*TASK TO COMPLETE*.
Once you find the line with "index tip: (993, 539)" in the entries below, return exactly every line from it through the line with "pinky tip: (1099, 683)".

*SUPPLIED DATA*.

-- -- --

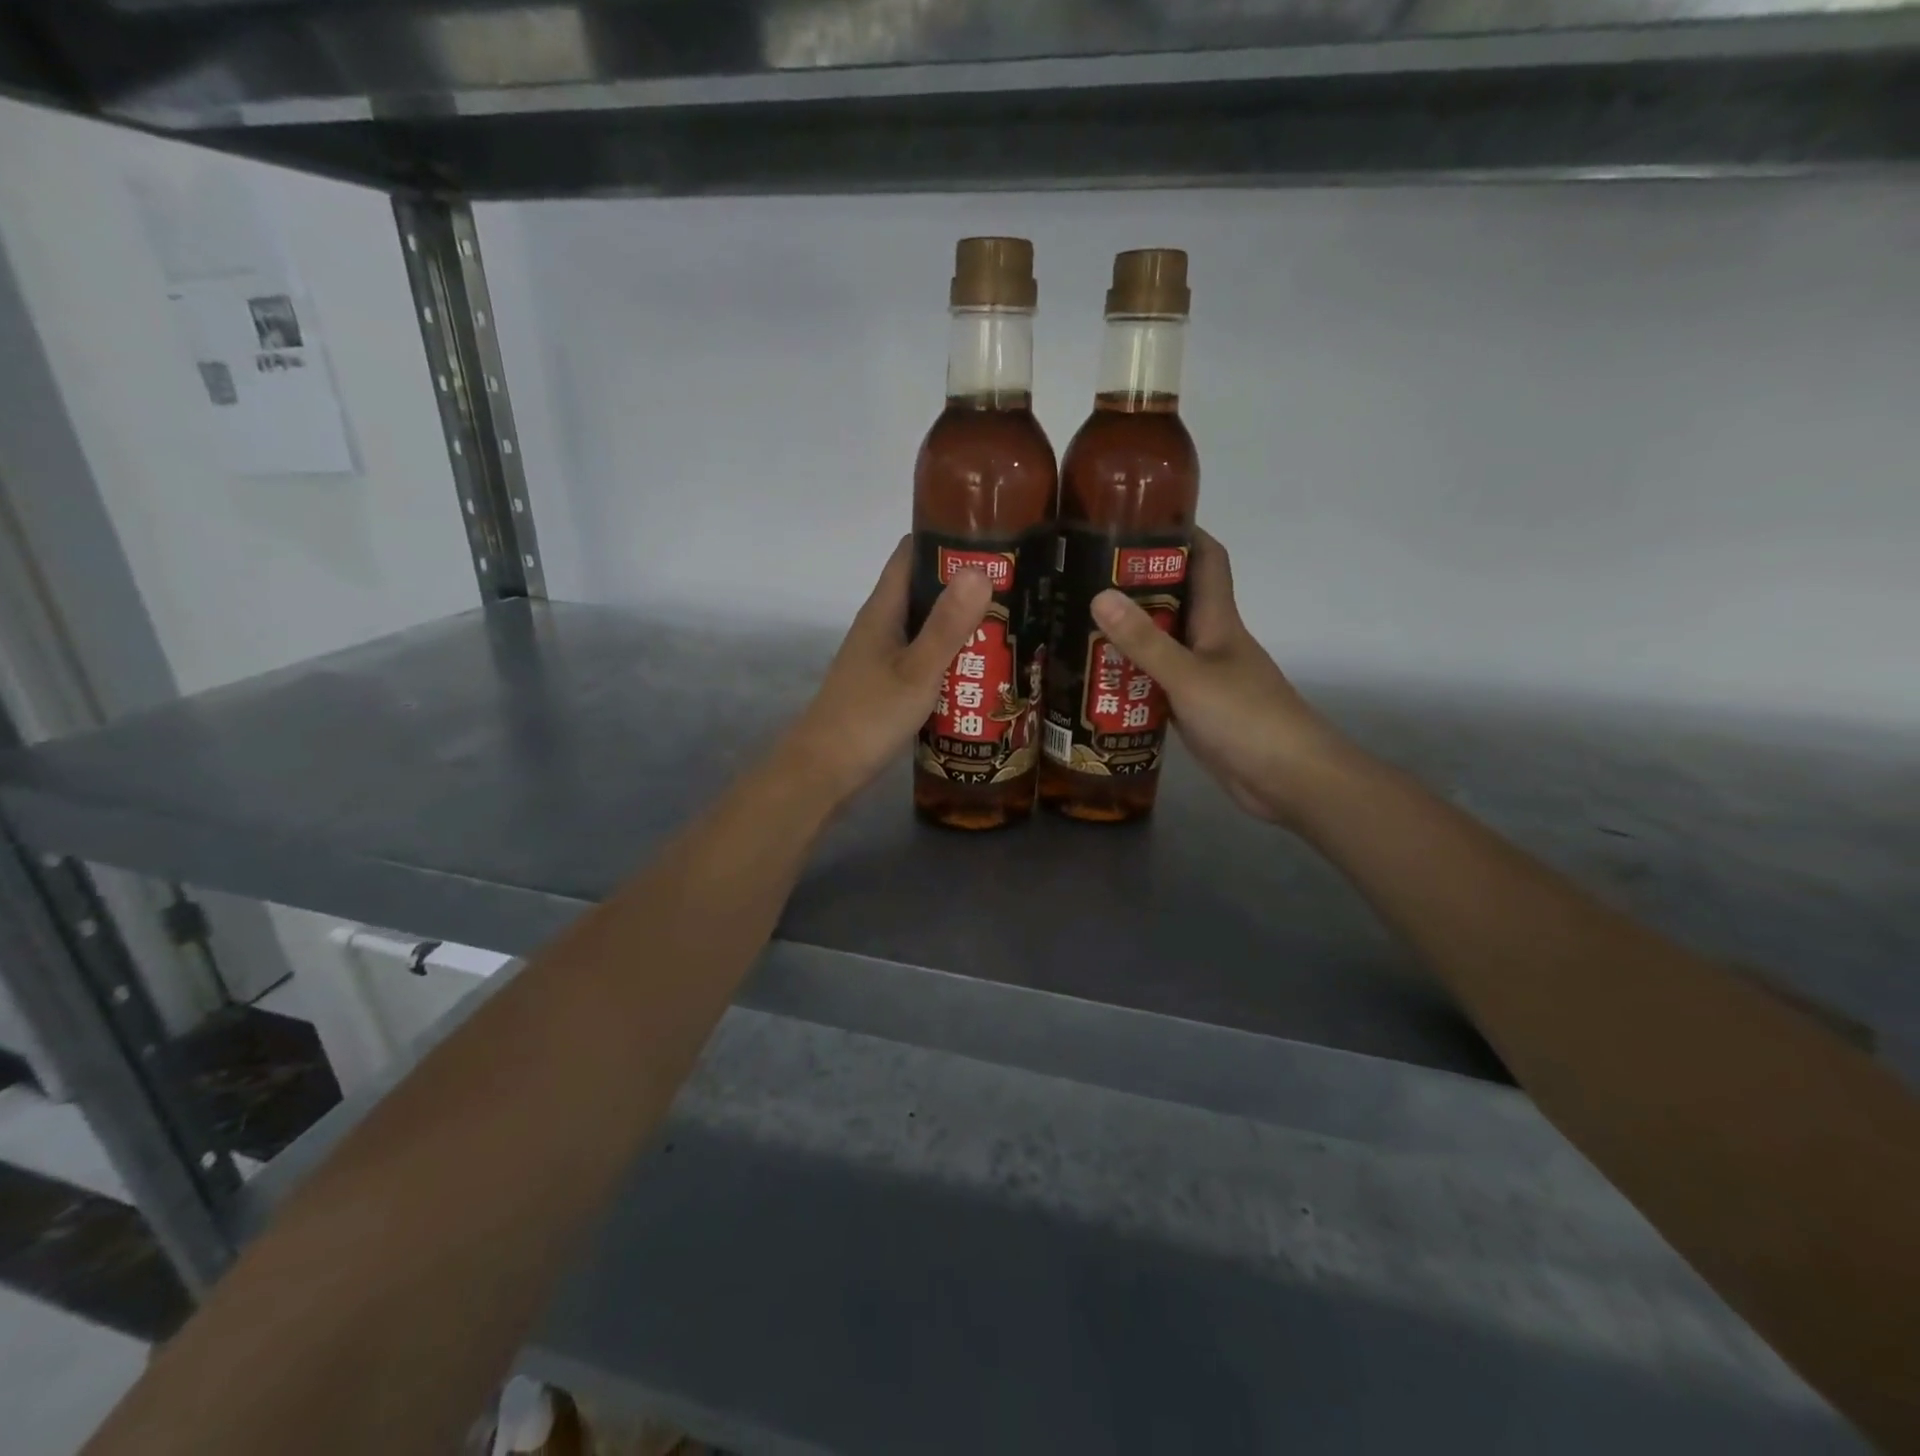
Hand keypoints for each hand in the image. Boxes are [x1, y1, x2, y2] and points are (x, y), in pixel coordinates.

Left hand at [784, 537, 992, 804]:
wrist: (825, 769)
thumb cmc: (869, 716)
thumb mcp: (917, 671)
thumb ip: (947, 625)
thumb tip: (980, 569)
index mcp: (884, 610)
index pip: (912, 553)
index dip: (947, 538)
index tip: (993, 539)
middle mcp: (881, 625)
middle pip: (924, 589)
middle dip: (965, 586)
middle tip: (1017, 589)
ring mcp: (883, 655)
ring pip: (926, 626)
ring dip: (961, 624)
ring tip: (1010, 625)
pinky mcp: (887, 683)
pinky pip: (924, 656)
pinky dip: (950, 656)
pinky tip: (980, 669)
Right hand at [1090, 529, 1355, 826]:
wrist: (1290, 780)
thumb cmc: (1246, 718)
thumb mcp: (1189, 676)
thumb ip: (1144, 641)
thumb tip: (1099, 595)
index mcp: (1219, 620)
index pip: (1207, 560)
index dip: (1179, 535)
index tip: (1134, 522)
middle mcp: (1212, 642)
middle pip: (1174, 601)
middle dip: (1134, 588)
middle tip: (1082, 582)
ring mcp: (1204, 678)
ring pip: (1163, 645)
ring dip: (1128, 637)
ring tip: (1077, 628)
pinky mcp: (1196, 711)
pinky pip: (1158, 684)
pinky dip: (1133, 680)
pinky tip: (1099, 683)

-- -- --

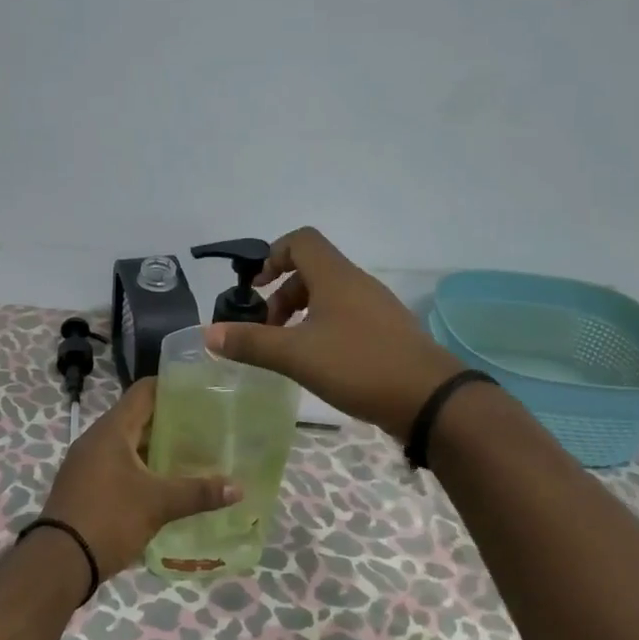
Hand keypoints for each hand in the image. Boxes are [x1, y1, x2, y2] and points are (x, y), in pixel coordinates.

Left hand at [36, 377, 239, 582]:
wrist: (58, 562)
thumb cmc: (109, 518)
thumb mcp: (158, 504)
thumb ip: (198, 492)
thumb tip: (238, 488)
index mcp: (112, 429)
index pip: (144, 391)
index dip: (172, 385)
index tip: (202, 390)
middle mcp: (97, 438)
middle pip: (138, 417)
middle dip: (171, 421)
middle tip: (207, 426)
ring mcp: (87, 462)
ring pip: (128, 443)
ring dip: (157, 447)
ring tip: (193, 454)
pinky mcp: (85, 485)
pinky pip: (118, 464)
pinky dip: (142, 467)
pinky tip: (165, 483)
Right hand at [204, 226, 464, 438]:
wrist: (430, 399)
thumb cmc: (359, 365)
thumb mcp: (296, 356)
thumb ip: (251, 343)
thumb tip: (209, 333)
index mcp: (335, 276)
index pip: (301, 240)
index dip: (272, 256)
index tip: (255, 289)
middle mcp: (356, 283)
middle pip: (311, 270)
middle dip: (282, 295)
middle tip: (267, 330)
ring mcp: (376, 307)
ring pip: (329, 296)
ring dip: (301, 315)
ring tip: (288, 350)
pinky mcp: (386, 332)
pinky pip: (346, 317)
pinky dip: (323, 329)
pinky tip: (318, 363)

-- -- --

*SOLUTION TO THIS EXERCISE*.
index tip: (993, 539)
middle mcp: (881, 625)
middle pip: (924, 589)
middle dip: (965, 586)
middle tip: (1017, 589)
ring mcp: (883, 655)
ring pip: (926, 626)
ring dip: (961, 624)
ring tip: (1010, 625)
pinky mcp: (887, 683)
pinky pip: (924, 656)
pinky dip: (950, 656)
pinky tip: (980, 669)
Right hand at [1090, 529, 1355, 826]:
wrist: (1290, 780)
thumb cmc: (1246, 718)
thumb mcp: (1189, 676)
thumb ip: (1144, 641)
thumb tip: (1099, 595)
index mcp: (1219, 620)
index pip: (1207, 560)
index dip: (1179, 535)
index tip: (1134, 522)
middle mcp: (1212, 642)
middle pip: (1174, 601)
middle dip: (1134, 588)
middle tip: (1082, 582)
ring mcp: (1204, 678)
ring pip: (1163, 645)
ring dip: (1128, 637)
ring tip: (1077, 628)
pinky mcp: (1196, 711)
pinky pip: (1158, 684)
pinky dip: (1133, 680)
pinky tip: (1099, 683)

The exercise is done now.